East Carolina

ECU stumbles in first day of AAC baseball tournament

Closer Joe Ingle has been East Carolina’s go-to guy in the ninth inning, leading the American Athletic Conference with 12 saves.

But Wednesday afternoon, Ingle imploded in a tie game, walking four batters in the ninth, including two with the bases loaded, as the second-seeded Pirates stumbled to open the American Athletic Conference tournament with a 4-2 loss to seventh-seeded South Florida at Bright House Field.

“He’s our closer – who else are we going to bring in?” ECU coach Cliff Godwin asked after the loss. “The guy’s closed over 20 games (in) two years. He’s the guy we want to have the ball in his hand, and it didn’t work out for us, but it’s worked out for us a lot.”

ECU (34-20), which had lost two of three to the Bulls (24-31) in Greenville two weeks earlier, moves into the losers’ bracket, needing two straight wins to reach Saturday’s semifinals. In an elimination game at 11 a.m Thursday, the Pirates will face the loser of Wednesday’s Connecticut-Memphis game.

ECU had rallied to tie the game at 2-2 in the seventh and had the bases loaded with one out in the eighth, coming up empty. Even in the ninth, the Pirates had the tying run on base in the bottom of the ninth, but Dwanya Williams-Sutton struck out with two runners on to end the game.

ECU, still in position for the NCAA tournament, had four runners thrown out on the base paths and came up empty in the eighth after loading the bases with one out in a tie game.

ECU tied the game on a pivotal call in the seventh. With runners at second and third and two outs, Kirk Morgan lined a shot to left field, and USF left fielder Cameron Montgomery fell down as he attempted the catch. The play was ruled not a catch, allowing the tying runs to score.

Early on, the Pirates ran themselves off the base paths, with four runners thrown out in the first six innings, none as the final out of an inning, all in a scoreless game.

“We really didn’t have many opportunities,” Godwin said. “The only time we really had a shot and didn’t score was bases loaded in the eighth inning. We should have executed better there.”

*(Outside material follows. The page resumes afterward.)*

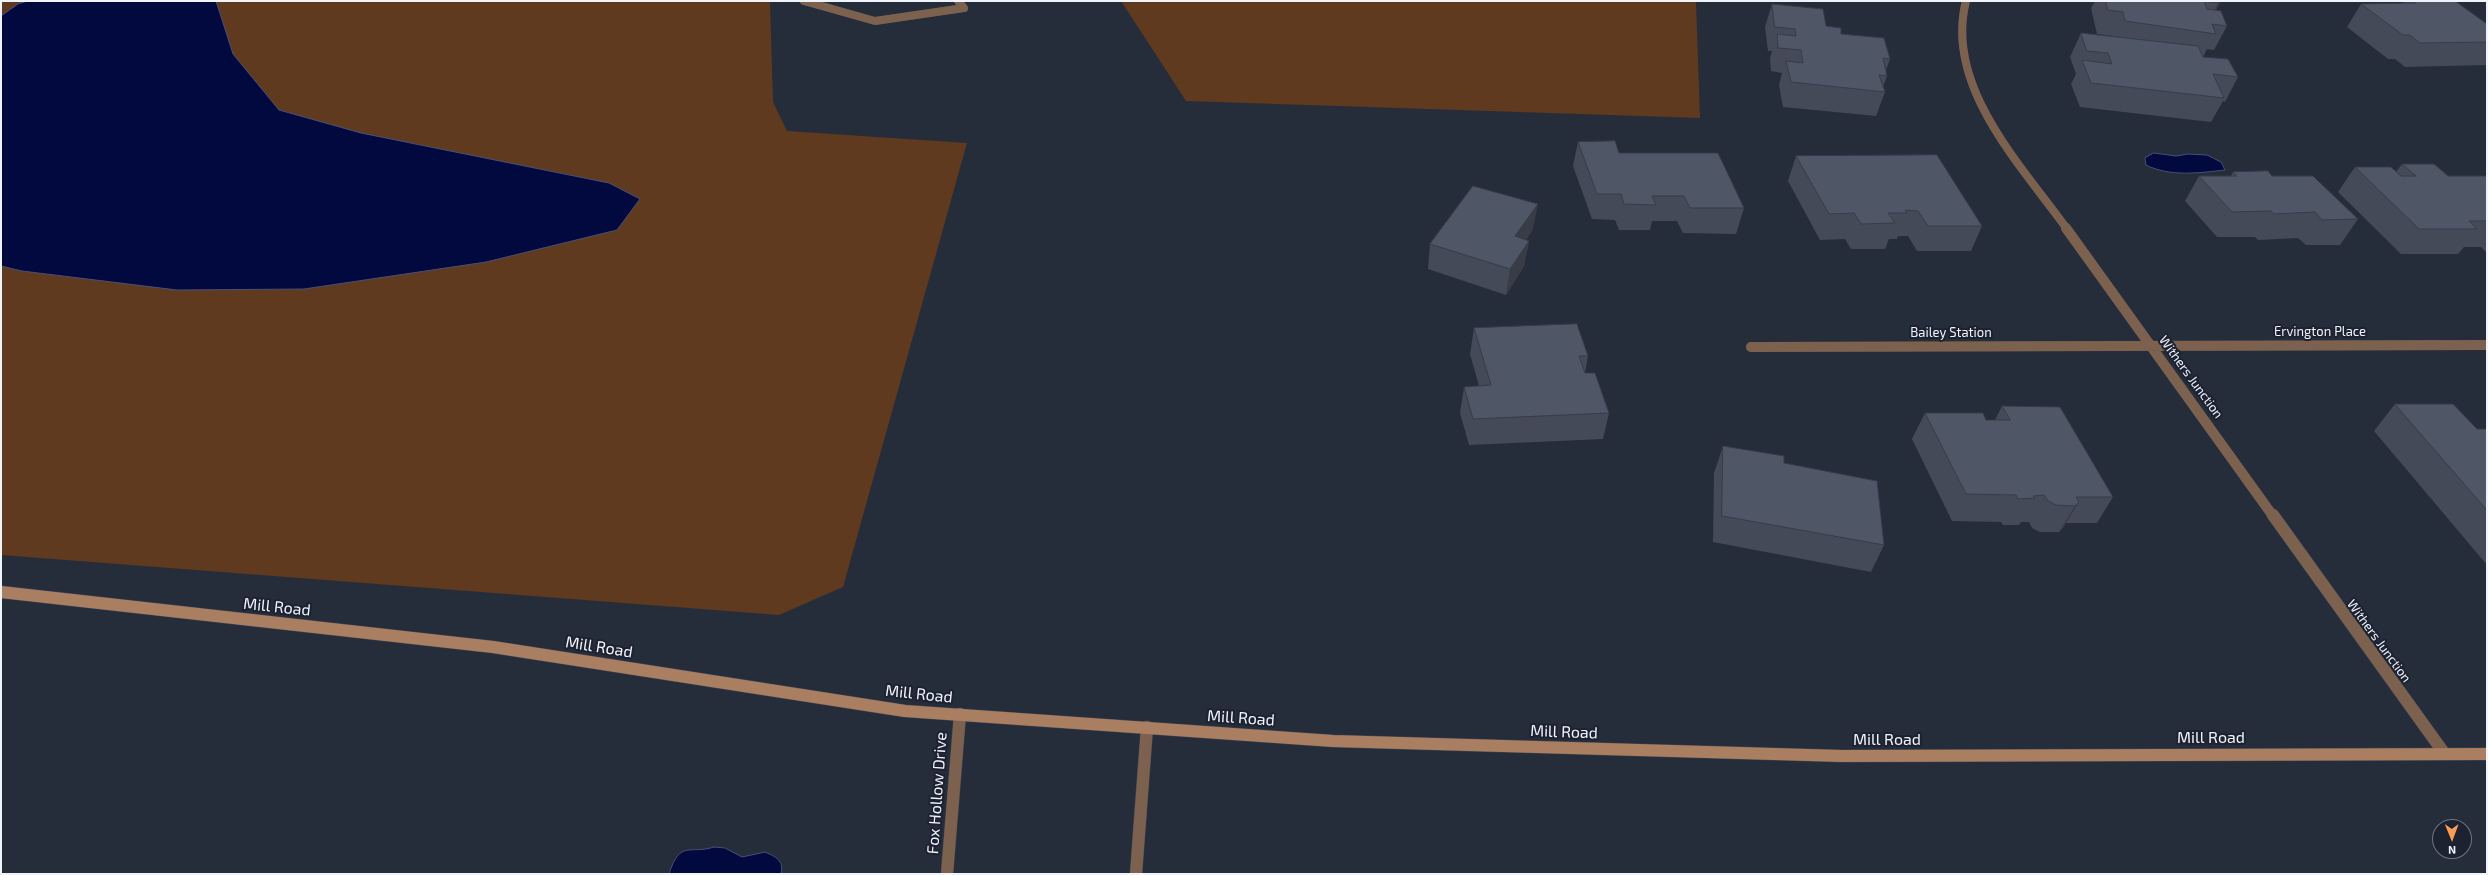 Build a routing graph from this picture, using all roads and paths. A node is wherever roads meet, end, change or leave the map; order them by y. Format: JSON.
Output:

ECU starting pitcher Evan Kruczynski held USF to two hits in the first five innings and took a shutout into the seventh, but ran into trouble there. The Bulls got a double and single to lead off the inning, then brought in runs with a sacrifice fly and RBI single for a 2-0 lead.

Godwin said he’ll throw sophomore right-hander Jimmy Boyd (7-4, 2.32 ERA) in Thursday’s game.

“We have to play better,” he said. “South Florida’s fighting for their lives -- if they don’t win the tournament, they’re going home. We have some more baseball to play in front of us, so we’re getting everybody’s best shot.”

This story was originally published May 25, 2016 at 5:14 PM with the headline "ECU stumbles in first day of AAC baseball tournament."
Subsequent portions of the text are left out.